(Dataset excerpts)

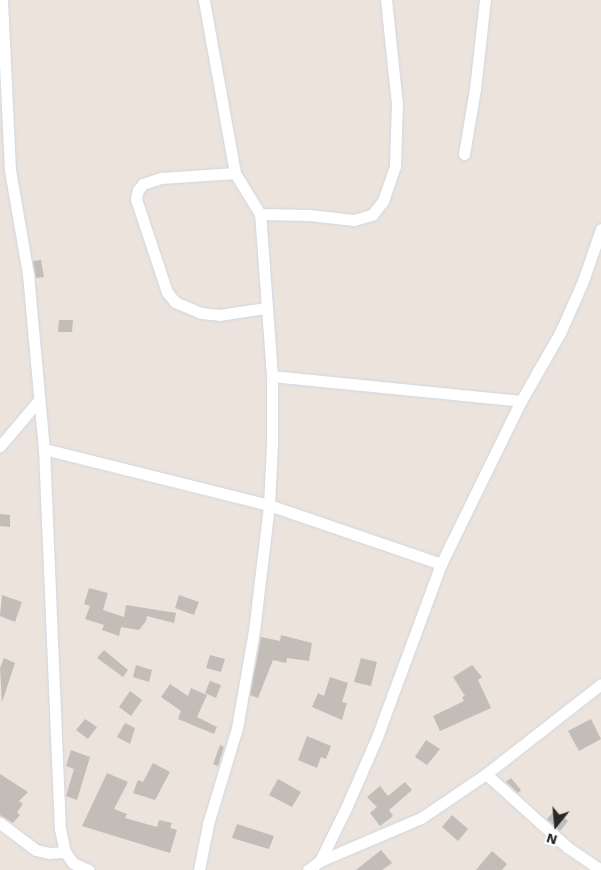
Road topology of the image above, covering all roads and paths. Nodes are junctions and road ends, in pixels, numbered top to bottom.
1 (2, 0) edge
2 (204, 0) edge
3 (386, 0) edge
4 (485, 0) edge
5 (0, 126) edge
6 (464, 154) dead end
7 (5, 172) edge
8 (234, 173) junction
9 (260, 214) junction
10 (601, 229) edge
11 (266, 308) junction
12 (272, 376) junction
13 (40, 400) junction
14 (521, 401) junction
15 (0, 446) edge
16 (44, 449) junction
17 (269, 504) junction
18 (441, 564) junction
19 (601, 684) edge
20 (486, 774) junction
21 (0, 823) edge
22 (65, 852) junction
23 (320, 861) junction
24 (89, 870) edge
25 (199, 870) edge
26 (308, 870) edge
27 (601, 870) edge

1 - 7 street
2 - 8 street
3 - 9 street
4 - 6 street
5 - 7 street
7 - 13 street
8 - 9 street
8 - 11 street
9 - 11 street
10 - 14 street
11 - 12 street
12 - 14 street
12 - 17 street
13 - 15 street
13 - 16 street
14 - 18 street
16 - 17 street
16 - 22 street
17 - 18 street
17 - 25 street
18 - 23 street
19 - 20 street
20 - 23 street
20 - 27 street
21 - 22 street
22 - 24 street
23 - 26 street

What is being asked: Without the pictures, extract every entry verbatim.

Exercise answer:
Road topology of the image above, covering all roads and paths. Nodes are junctions and road ends, in pixels, numbered top to bottom.
1 (2, 0) edge
2 (204, 0) edge
3 (386, 0) edge
4 (485, 0) edge
5 (0, 126) edge
6 (464, 154) dead end
7 (5, 172) edge
8 (234, 173) junction
9 (260, 214) junction
10 (601, 229) edge
11 (266, 308) junction
12 (272, 376) junction
13 (40, 400) junction
14 (521, 401) junction
15 (0, 446) edge
16 (44, 449) junction
17 (269, 504) junction
18 (441, 564) junction
19 (601, 684) edge
20 (486, 774) junction
21 (0, 823) edge
22 (65, 852) junction
23 (320, 861) junction
24 (89, 870) edge
25 (199, 870) edge
26 (308, 870) edge
27 (601, 870) edge

1 - 7 street
2 - 8 street
3 - 9 street
4 - 6 street
5 - 7 street
7 - 13 street
8 - 9 street
8 - 11 street
9 - 11 street
10 - 14 street
11 - 12 street
12 - 14 street
12 - 17 street
13 - 15 street
13 - 16 street
14 - 18 street
16 - 17 street
16 - 22 street
17 - 18 street
17 - 25 street
18 - 23 street
19 - 20 street
20 - 23 street
20 - 27 street
21 - 22 street
22 - 24 street
23 - 26 street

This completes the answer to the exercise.